__Records to use__:
=== Begin Enclosure ===
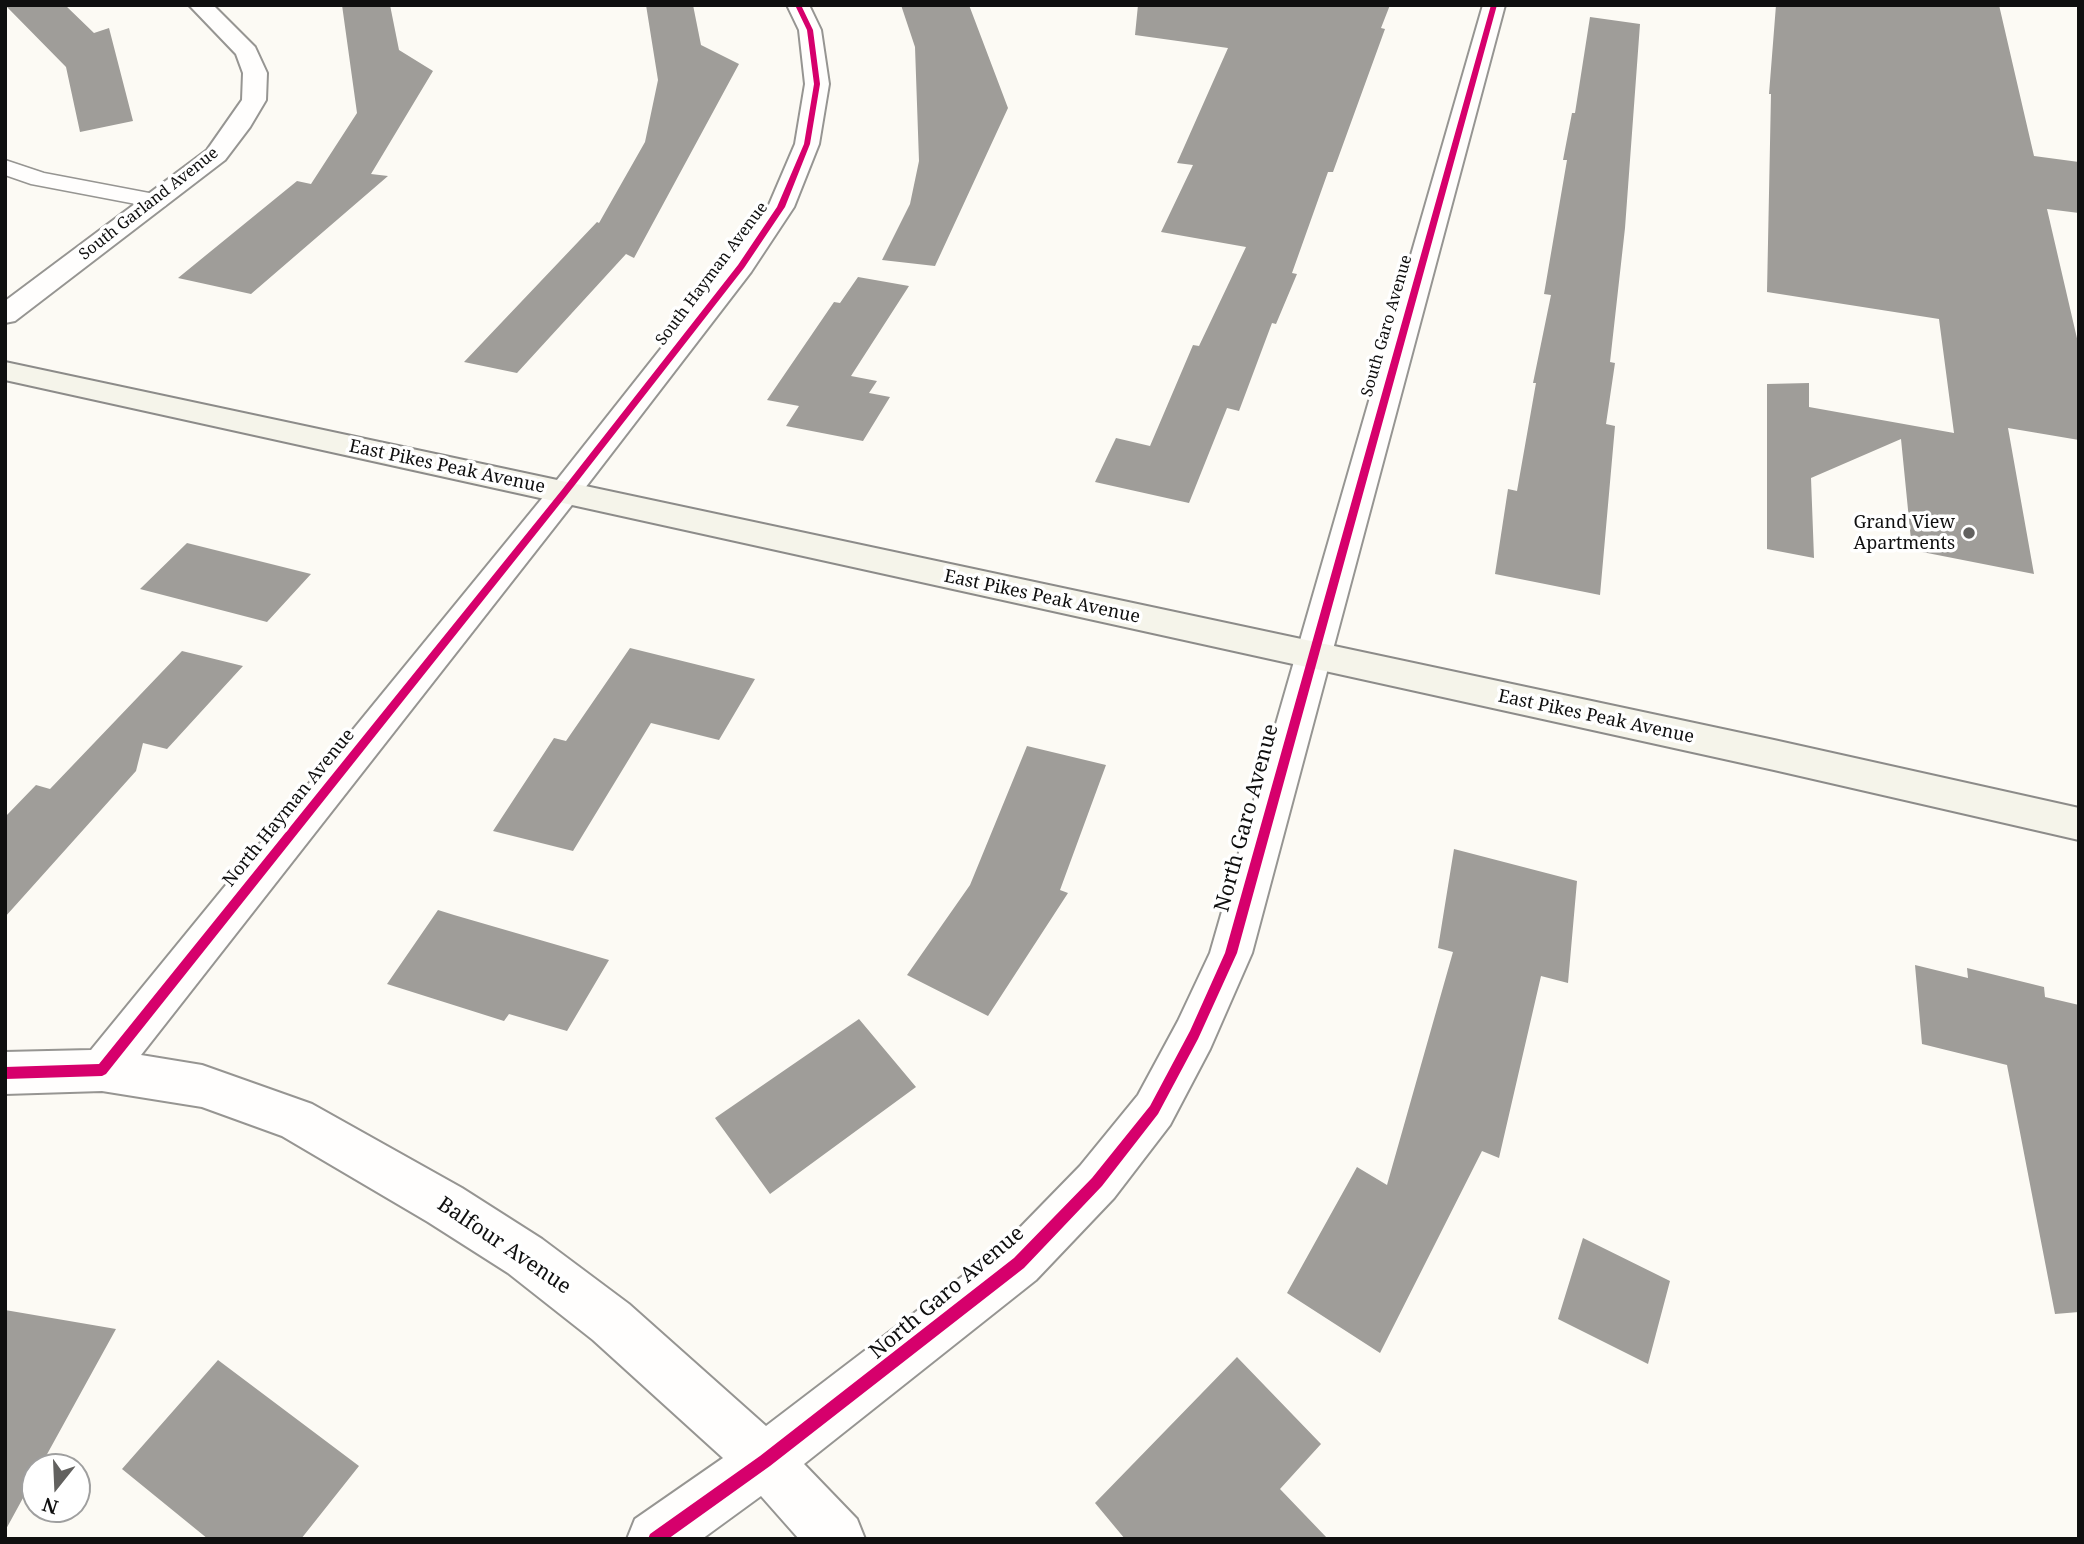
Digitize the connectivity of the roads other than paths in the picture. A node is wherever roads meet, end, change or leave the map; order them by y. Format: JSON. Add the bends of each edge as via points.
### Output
{"nodes":[{"id":1,"x":200,"y":5,"type":"edge"},
{"id":2,"x":798,"y":5,"type":"edge"},
{"id":3,"x":1494,"y":5,"type":"edge"},
{"id":4,"x":5,"y":167,"type":"edge"},
{"id":5,"x":157,"y":201,"type":"junction"},
{"id":6,"x":5,"y":315,"type":"edge"},
{"id":7,"x":5,"y":372,"type":"edge"},
{"id":8,"x":564,"y":492,"type":"junction"},
{"id":9,"x":1311,"y":656,"type":"junction"},
{"id":10,"x":2079,"y":824,"type":"edge"},
{"id":11,"x":102,"y":1070,"type":"junction"},
{"id":12,"x":5,"y":1073,"type":"edge"},
{"id":13,"x":765,"y":1461,"type":"junction"},
{"id":14,"x":655,"y":1539,"type":"edge"},
{"id":15,"x":836,"y":1539,"type":"edge"}],
"edges":[{"from":1,"to":5,"type":"street","name":"South Garland Avenue","via":[[247,52],[256,73],[254,100],[216,155]]},
{"from":2,"to":8,"type":"street","name":"South Hayman Avenue","via":[[810,30],[817,84],[807,144],[780,207],[741,266]]},
{"from":3,"to":9,"type":"street","name":"South Garo Avenue"},
{"from":4,"to":5,"type":"lane","via":[[39,179]]},
{"from":5,"to":6,"type":"street","name":"South Garland Avenue"},
{"from":7,"to":8,"type":"main road","name":"East Pikes Peak Avenue"},
{"from":8,"to":9,"type":"main road","name":"East Pikes Peak Avenue"},
{"from":8,"to":11,"type":"street","name":"North Hayman Avenue"},
{"from":9,"to":10,"type":"main road","name":"East Pikes Peak Avenue"},
{"from":9,"to":13,"type":"street","name":"North Garo Avenue","via":[[1231,953],[1154,1110],[1097,1182],[1019,1263]]},
{"from":11,"to":12,"type":"street"},
{"from":11,"to":13,"type":"street","name":"Balfour Avenue","via":[[202,1086],[296,1119],[374,1162],[525,1256],[611,1322]]},
{"from":13,"to":14,"type":"street","name":"North Garo Avenue"},
{"from":13,"to":15,"type":"street","name":"Balfour Avenue"}]}
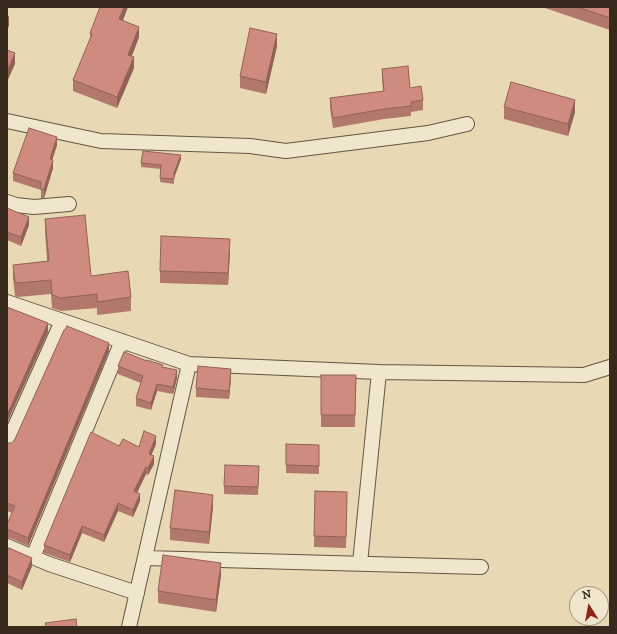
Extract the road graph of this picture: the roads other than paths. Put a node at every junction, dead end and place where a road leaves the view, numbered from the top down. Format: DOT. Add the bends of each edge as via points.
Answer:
=== End Enclosure ===
__About this task__: Filter the data above down to lines with the word "each", and copy them.

__Response to this exercise__:
Digitize the connectivity of the roads other than paths in the picture. A node is wherever roads meet, end, change or leave the map; order them by y. Format: JSON. Add the bends of each edge as via points.
Extract the road graph of this picture: the roads other than paths. Put a node at every junction, dead end and place where a road leaves the view, numbered from the top down. Format: DOT. Add the bends of each edge as via points.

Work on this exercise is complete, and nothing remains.